Or you could do like most would do if really concerned, put gloves on, pick it up and put it in a seal-able plastic bag.


----------



## Warrigal (Jun 7, 2020)

Have no fear Deb. You could pick it up with your fingers and dispose of it in the trash bin as long as you wash your hands thoroughly afterwards. Just don't touch your face before washing.

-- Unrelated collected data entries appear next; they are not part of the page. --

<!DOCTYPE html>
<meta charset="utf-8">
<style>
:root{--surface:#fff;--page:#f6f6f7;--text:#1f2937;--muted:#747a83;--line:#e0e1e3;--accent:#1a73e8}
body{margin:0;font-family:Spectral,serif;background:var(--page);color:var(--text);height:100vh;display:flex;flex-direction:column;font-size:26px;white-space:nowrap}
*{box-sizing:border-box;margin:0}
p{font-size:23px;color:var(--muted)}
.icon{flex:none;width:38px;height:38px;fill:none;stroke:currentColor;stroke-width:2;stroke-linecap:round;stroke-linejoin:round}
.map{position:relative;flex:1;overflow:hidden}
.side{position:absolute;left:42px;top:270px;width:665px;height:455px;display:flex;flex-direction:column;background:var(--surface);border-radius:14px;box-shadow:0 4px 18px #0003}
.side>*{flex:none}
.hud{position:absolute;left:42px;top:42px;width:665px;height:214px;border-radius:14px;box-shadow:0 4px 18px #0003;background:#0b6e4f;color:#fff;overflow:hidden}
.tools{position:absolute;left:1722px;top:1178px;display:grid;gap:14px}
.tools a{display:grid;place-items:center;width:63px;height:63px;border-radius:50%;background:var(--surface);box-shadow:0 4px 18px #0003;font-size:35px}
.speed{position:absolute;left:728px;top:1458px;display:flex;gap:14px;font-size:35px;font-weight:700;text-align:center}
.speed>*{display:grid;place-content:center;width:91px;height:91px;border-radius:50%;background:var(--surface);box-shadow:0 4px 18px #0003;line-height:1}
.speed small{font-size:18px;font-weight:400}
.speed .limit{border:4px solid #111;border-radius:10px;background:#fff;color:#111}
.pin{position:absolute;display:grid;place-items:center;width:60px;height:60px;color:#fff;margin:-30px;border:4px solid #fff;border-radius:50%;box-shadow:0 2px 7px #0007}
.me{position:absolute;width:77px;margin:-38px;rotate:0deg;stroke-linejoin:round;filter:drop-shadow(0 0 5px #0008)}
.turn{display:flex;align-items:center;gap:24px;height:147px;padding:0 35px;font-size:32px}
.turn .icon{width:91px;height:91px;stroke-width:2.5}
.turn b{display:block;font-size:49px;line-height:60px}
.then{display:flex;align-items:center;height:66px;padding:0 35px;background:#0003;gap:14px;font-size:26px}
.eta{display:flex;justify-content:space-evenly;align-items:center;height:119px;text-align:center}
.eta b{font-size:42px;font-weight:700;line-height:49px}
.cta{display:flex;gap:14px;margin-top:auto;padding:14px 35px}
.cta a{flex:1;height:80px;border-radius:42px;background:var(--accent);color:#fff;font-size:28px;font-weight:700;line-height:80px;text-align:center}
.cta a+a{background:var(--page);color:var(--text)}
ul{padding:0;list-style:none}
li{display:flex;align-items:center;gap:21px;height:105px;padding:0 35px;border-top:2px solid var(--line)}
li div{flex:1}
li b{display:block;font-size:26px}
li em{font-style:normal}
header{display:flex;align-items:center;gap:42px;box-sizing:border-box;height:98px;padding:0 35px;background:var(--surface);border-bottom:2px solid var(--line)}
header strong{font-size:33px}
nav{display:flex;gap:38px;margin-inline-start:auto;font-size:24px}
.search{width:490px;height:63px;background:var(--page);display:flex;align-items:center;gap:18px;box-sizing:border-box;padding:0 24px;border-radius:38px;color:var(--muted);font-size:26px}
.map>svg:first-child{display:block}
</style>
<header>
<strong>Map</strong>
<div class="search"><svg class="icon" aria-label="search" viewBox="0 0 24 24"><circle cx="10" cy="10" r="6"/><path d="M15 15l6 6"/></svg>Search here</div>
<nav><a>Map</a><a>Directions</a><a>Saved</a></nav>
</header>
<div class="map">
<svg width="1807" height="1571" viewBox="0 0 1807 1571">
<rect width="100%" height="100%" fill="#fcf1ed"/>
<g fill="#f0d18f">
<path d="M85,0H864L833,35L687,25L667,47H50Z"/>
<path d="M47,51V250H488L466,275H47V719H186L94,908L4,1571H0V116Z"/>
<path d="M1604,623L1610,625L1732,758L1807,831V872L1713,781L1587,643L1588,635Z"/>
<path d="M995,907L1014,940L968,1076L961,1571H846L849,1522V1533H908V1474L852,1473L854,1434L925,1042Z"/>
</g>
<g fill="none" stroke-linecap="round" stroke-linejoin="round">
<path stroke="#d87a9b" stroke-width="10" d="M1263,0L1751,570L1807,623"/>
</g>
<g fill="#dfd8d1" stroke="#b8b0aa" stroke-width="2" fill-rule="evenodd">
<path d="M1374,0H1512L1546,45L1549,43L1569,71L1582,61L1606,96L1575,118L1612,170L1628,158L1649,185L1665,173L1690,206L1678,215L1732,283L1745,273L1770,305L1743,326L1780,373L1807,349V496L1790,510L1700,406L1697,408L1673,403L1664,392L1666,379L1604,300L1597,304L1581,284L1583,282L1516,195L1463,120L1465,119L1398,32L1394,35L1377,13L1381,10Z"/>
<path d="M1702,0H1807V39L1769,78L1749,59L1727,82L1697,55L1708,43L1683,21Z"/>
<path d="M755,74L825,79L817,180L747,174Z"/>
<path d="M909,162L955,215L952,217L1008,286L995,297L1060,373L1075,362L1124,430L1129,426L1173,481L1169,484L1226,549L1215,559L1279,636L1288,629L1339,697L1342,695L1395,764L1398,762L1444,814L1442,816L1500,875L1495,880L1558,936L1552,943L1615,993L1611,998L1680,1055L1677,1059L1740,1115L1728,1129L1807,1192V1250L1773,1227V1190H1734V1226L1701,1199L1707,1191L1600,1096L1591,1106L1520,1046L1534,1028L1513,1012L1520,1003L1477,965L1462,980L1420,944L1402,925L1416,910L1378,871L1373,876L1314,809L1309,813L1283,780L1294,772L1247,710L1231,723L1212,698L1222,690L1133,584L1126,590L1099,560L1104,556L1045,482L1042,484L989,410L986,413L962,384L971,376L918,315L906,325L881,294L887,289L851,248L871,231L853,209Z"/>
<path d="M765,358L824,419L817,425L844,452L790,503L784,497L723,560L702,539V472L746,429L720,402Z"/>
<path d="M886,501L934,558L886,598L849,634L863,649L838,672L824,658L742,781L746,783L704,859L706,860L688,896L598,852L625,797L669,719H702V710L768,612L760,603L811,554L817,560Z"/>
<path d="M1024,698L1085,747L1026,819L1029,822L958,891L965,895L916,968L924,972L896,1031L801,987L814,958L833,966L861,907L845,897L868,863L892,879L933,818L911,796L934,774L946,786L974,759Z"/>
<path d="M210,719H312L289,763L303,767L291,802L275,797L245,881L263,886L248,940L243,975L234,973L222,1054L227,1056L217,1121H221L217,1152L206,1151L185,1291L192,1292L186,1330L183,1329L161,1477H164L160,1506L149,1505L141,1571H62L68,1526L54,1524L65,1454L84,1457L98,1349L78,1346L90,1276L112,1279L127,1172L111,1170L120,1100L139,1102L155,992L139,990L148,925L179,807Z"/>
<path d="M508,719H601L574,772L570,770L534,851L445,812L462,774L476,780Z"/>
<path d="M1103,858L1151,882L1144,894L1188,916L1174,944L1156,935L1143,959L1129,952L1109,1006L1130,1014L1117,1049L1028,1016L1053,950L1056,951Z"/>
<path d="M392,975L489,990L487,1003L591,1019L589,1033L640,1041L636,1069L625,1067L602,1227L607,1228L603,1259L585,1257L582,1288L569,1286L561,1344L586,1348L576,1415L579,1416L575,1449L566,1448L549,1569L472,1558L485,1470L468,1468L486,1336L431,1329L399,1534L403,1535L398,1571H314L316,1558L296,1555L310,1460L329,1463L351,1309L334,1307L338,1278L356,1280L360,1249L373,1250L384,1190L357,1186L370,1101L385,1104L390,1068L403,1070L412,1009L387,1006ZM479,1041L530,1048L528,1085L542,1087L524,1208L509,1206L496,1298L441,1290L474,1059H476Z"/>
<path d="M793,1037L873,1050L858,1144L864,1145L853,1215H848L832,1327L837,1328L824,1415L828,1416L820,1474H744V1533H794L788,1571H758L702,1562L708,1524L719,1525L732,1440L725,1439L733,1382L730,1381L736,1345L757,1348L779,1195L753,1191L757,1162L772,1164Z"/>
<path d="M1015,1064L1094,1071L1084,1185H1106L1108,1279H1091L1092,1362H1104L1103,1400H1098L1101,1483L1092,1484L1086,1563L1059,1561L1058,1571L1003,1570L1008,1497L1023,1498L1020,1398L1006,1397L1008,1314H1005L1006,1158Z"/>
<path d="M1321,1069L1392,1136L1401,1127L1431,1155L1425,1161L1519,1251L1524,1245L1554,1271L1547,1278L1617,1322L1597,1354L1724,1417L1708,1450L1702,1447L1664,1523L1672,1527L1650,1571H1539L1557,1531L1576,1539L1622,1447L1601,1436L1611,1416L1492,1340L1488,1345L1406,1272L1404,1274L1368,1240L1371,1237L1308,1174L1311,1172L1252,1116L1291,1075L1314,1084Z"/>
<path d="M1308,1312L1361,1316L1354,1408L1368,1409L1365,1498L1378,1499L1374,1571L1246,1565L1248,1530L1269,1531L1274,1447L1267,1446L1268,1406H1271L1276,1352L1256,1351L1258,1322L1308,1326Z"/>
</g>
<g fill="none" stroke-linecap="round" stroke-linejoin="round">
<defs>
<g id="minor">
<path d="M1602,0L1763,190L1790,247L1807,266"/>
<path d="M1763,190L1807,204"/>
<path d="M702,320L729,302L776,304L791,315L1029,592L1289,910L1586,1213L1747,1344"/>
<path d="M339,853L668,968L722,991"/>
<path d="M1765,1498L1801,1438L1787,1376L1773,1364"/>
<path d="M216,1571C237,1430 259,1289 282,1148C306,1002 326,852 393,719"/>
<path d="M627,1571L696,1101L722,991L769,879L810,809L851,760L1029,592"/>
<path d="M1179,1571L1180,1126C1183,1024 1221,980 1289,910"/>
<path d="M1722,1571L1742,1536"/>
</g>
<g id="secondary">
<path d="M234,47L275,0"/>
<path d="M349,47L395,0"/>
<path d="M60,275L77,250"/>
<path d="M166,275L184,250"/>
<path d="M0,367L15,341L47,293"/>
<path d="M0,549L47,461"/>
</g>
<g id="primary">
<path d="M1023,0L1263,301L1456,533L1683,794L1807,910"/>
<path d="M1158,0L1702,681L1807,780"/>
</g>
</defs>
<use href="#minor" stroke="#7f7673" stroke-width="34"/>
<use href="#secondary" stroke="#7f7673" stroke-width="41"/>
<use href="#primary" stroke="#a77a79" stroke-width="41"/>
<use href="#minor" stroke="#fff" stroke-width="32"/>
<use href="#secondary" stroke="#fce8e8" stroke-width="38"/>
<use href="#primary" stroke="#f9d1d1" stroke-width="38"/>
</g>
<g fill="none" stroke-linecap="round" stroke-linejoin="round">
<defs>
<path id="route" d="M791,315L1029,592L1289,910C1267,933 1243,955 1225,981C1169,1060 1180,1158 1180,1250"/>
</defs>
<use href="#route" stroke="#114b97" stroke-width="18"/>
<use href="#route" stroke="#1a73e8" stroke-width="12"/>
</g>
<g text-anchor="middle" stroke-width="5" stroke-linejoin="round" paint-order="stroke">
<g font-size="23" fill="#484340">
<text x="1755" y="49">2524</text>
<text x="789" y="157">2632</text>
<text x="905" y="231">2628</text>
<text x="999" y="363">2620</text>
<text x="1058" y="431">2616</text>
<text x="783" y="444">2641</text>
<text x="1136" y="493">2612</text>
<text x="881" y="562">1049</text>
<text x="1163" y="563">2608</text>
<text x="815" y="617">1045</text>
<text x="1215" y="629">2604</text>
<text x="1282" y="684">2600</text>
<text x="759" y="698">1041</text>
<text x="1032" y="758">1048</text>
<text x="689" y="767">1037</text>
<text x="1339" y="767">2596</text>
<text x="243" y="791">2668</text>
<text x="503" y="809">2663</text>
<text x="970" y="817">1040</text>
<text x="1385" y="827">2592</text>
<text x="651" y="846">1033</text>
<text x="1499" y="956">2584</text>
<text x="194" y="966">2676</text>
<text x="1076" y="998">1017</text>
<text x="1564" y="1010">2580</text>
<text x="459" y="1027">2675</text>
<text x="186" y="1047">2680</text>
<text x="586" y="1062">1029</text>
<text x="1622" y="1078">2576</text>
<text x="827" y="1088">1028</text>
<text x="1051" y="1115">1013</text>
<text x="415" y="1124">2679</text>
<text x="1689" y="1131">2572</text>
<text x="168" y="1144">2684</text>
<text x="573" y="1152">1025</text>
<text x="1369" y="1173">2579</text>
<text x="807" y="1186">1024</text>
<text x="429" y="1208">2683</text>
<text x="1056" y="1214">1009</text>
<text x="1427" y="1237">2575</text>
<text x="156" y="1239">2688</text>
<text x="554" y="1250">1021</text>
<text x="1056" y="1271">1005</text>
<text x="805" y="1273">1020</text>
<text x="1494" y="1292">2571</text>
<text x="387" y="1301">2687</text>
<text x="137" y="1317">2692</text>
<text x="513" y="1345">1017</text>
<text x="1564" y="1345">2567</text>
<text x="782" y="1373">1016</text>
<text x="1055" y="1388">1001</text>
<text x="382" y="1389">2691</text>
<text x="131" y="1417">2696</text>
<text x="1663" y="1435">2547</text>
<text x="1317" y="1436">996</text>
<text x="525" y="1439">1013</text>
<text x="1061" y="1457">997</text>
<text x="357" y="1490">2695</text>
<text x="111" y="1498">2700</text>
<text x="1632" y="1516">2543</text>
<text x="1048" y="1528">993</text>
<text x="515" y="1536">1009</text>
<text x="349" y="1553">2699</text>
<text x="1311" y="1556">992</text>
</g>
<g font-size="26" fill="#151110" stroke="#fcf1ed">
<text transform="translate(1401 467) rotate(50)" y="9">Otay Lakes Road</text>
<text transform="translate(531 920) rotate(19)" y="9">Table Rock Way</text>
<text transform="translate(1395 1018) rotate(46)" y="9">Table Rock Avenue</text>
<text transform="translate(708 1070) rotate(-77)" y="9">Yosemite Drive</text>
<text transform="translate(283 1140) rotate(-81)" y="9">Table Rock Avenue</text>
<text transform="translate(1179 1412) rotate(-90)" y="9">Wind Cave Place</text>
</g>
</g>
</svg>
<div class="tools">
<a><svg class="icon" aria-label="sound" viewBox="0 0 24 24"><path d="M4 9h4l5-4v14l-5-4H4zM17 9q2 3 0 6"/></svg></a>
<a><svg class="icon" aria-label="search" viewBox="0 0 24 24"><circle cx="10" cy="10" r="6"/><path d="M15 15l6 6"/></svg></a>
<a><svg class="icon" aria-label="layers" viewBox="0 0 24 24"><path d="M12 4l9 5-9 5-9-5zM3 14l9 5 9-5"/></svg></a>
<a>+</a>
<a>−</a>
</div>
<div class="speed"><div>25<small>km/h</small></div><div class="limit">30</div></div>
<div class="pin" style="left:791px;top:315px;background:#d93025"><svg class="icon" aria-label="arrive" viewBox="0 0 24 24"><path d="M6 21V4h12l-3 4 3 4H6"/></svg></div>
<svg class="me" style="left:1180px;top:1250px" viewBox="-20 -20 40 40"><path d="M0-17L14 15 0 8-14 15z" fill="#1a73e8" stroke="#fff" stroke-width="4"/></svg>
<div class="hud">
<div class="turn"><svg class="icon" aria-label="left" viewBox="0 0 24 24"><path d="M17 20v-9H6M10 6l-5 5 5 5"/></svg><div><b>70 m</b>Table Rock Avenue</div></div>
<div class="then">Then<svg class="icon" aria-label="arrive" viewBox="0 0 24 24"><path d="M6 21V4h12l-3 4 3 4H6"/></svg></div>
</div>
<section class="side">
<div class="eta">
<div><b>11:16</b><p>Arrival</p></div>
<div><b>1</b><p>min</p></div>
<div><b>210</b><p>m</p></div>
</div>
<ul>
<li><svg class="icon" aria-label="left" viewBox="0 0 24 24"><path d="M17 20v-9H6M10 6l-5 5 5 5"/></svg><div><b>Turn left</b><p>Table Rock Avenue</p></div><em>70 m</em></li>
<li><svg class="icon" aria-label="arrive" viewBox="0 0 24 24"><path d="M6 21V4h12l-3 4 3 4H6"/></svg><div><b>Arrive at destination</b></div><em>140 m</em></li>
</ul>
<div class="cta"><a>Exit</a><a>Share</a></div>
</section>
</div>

If you can't bring yourself to do this, use the kitchen tongs.  Wipe them over with bleach and then give them a good wash in hot soapy water.


----------



## MarciKS (Jun 7, 2020)

That's what I had told her too Warrigal.


----------



## Judycat (Jun 7, 2020)

Or put an inside out plastic bag over your hand, pick it up, turn it right-side out, seal it and throw it in the garbage can.


----------



## MarciKS (Jun 7, 2020)

Like they do with the dead critters they pick up.


----------



## Judycat (Jun 7, 2020)

Or dog poo.


----------



## C'est Moi (Jun 7, 2020)

Keesha said:


> It could have blown out someone’s car window. Many people leave them hanging off their mirror or placed on the dash. It might not have been  deliberate


But that doesn't make a good story!!


----------



## Geezerette (Jun 7, 2020)

If you are really scared, Bring out your bleach jug & slop bleach all over it. Let it set awhile. Then Pick it up with your grabber tongs & put into a plastic bag, seal with a twistie, & put it in trash. Clean the end  of your grabber that touched it with bleach.
BUT:: try not to panic at things. It could be hard on your immune system. Strength flourishes in calmness.


----------



## win231 (Jun 8, 2020)

KILL IT WITH FIRE.


----------



## Keesha (Jun 8, 2020)

C'est Moi said:


> But that doesn't make a good story!!


Ok then. It’s probably from those people next door.  They set it there purposely to see what she’d do. What township people she’d call inquiring about it and how many others she’d inform about the ‘mysterious  mask’ that was meticulously placed on her lawn.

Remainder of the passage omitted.